● **Task details**
When the string "points" occurs in a line of the records, show that line.

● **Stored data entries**

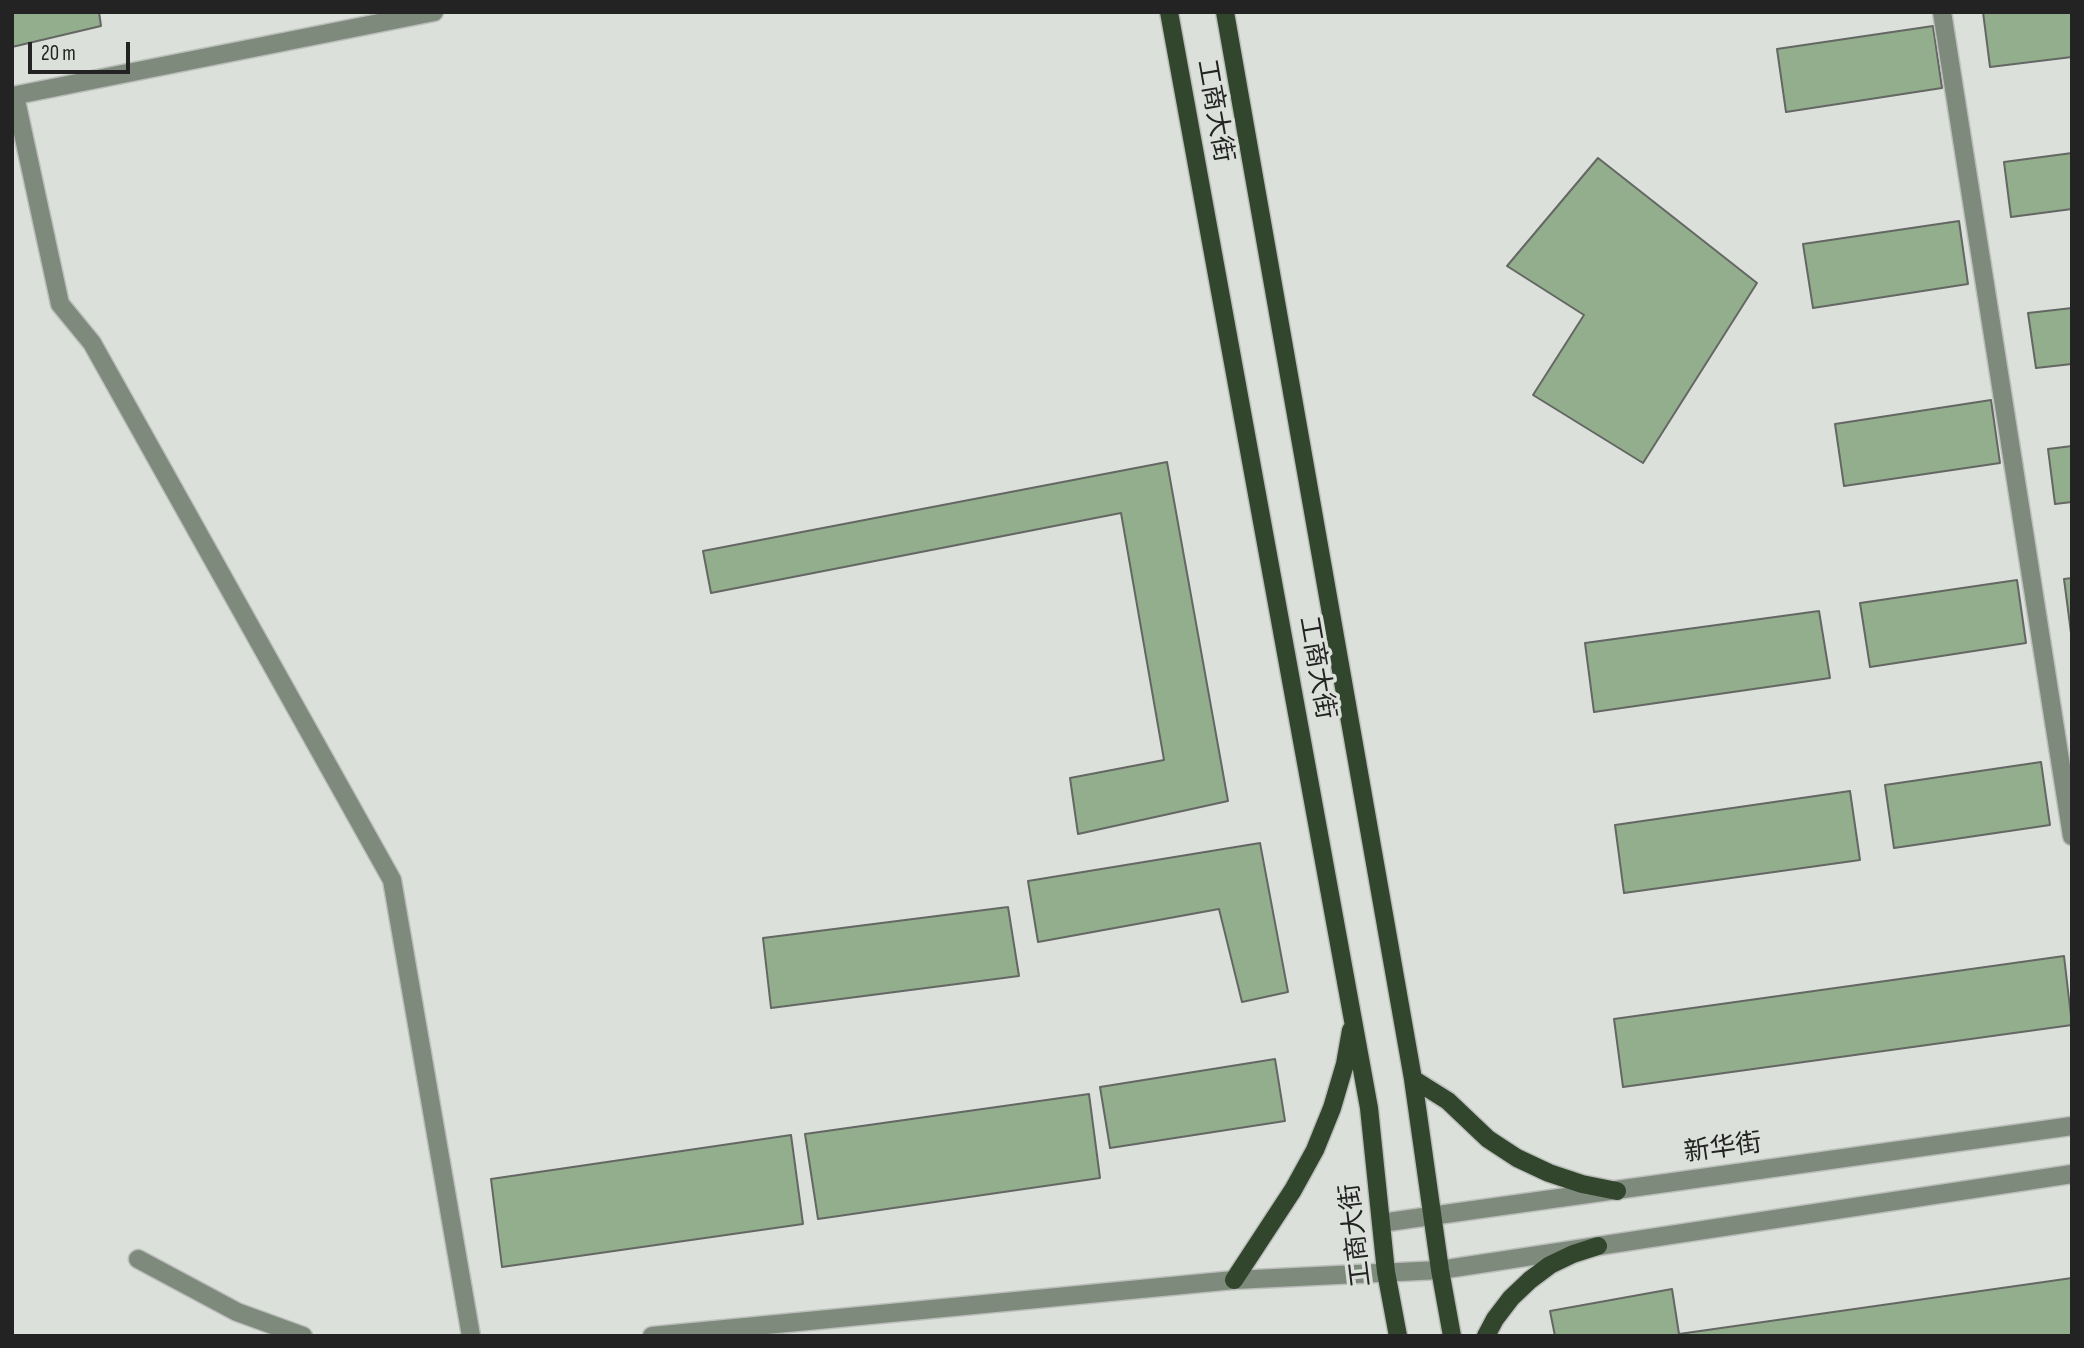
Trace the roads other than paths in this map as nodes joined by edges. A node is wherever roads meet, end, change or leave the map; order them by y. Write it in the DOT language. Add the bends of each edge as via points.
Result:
graph roads {
  1 [pos="434,12"];
  2 [pos="1169,12"];
  3 [pos="1225,12"];
  4 [pos="1942,12"];
  5 [pos="13,96"];
  6 [pos="2072,836"];
  7 [pos="1353,1019"];
  8 [pos="1413,1079"];
  9 [pos="2072,1126"];
  10 [pos="2072,1174"];
  11 [pos="1617,1191"];
  12 [pos="1432,1215"];
  13 [pos="1381,1223"];
  14 [pos="1598,1246"];
  15 [pos="138,1259"];
  16 [pos="1440,1270"];
  17 [pos="1387,1272"];
  18 [pos="1234,1280"];
  19 [pos="303,1336"];
  20 [pos="471,1336"];
  21 [pos="652,1336"];
  22 [pos="1398,1336"];
  23 [pos="1452,1336"];
  24 [pos="1486,1336"];
  1 -- 5 [label="street"];
  2 -- 7 [label="main road, 工商大街"];
  3 -- 8 [label="main road, 工商大街"];
  4 -- 6 [label="street"];
  5 -- 20 [label="street" via="60,304 92,343 392,880"];
  7 -- 13 [label="main road, 工商大街" via="1369,1108"];
  7 -- 18 [label="main road" via="1345,1064 1315,1150"];
  8 -- 11 [label="main road" via="1448,1101 1488,1139 1517,1158 1582,1184"];
  8 -- 12 [label="main road, 工商大街"];
  9 -- 11 [label="street, 新华街"];
  10 -- 14 [label="street"];
  11 -- 12 [label="street, 新华街"];
  12 -- 13 [label="street, 新华街"];
  12 -- 16 [label="main road, 工商大街"];
  13 -- 17 [label="main road, 工商大街"];
  14 -- 16 [label="street"];
  14 -- 24 [label="main road" via="1550,1265 1530,1280 1511,1298"];
  15 -- 19 [label="street" via="237,1312"];
  16 -- 17 [label="street"];
  16 -- 23 [label="main road, 工商大街"];
  17 -- 18 [label="street"];
  17 -- 22 [label="main road, 工商大街"];
  18 -- 21 [label="street"];
}
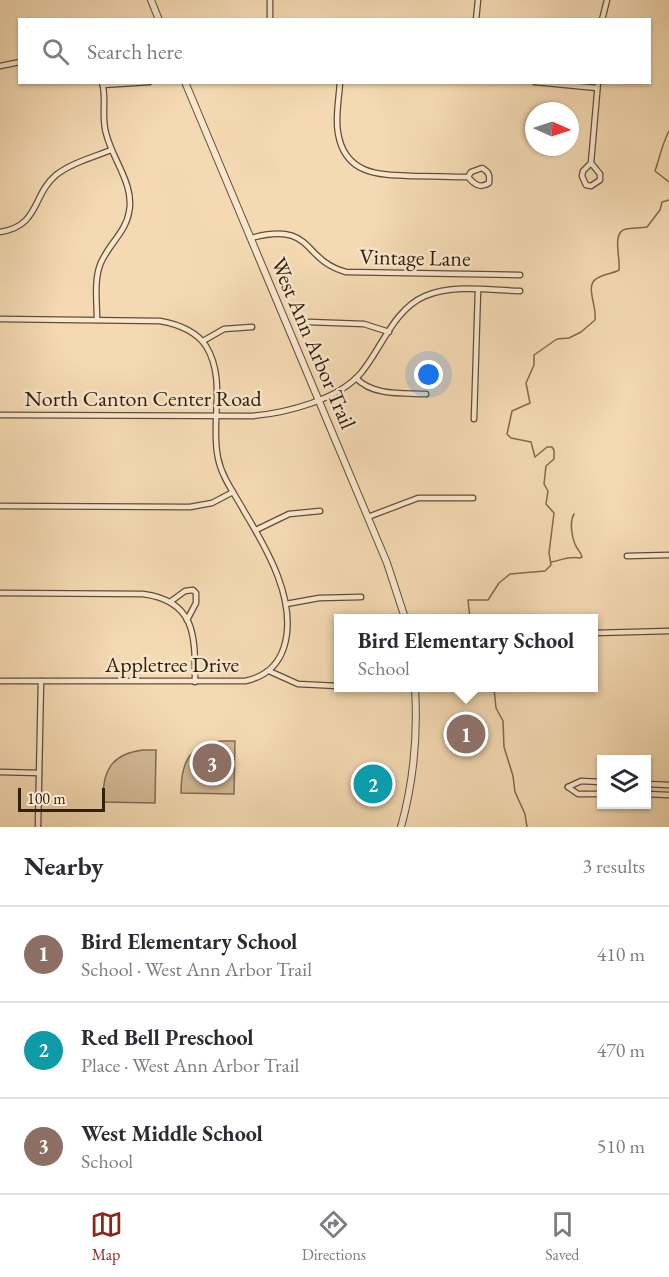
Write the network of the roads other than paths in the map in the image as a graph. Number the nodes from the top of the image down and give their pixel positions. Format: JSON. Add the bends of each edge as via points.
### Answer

● **Answer section**
Trace the roads other than paths in this map as nodes joined by edges. A node is wherever roads meet, end, change or leave the map; order them by y. Write it in the DOT language. Add the bends of each edge as via points.
Write the network of the roads other than paths in the map in the image as a graph. Number the nodes from the top of the image down and give their pixel positions. Format: JSON. Add the bends of each edge as via points.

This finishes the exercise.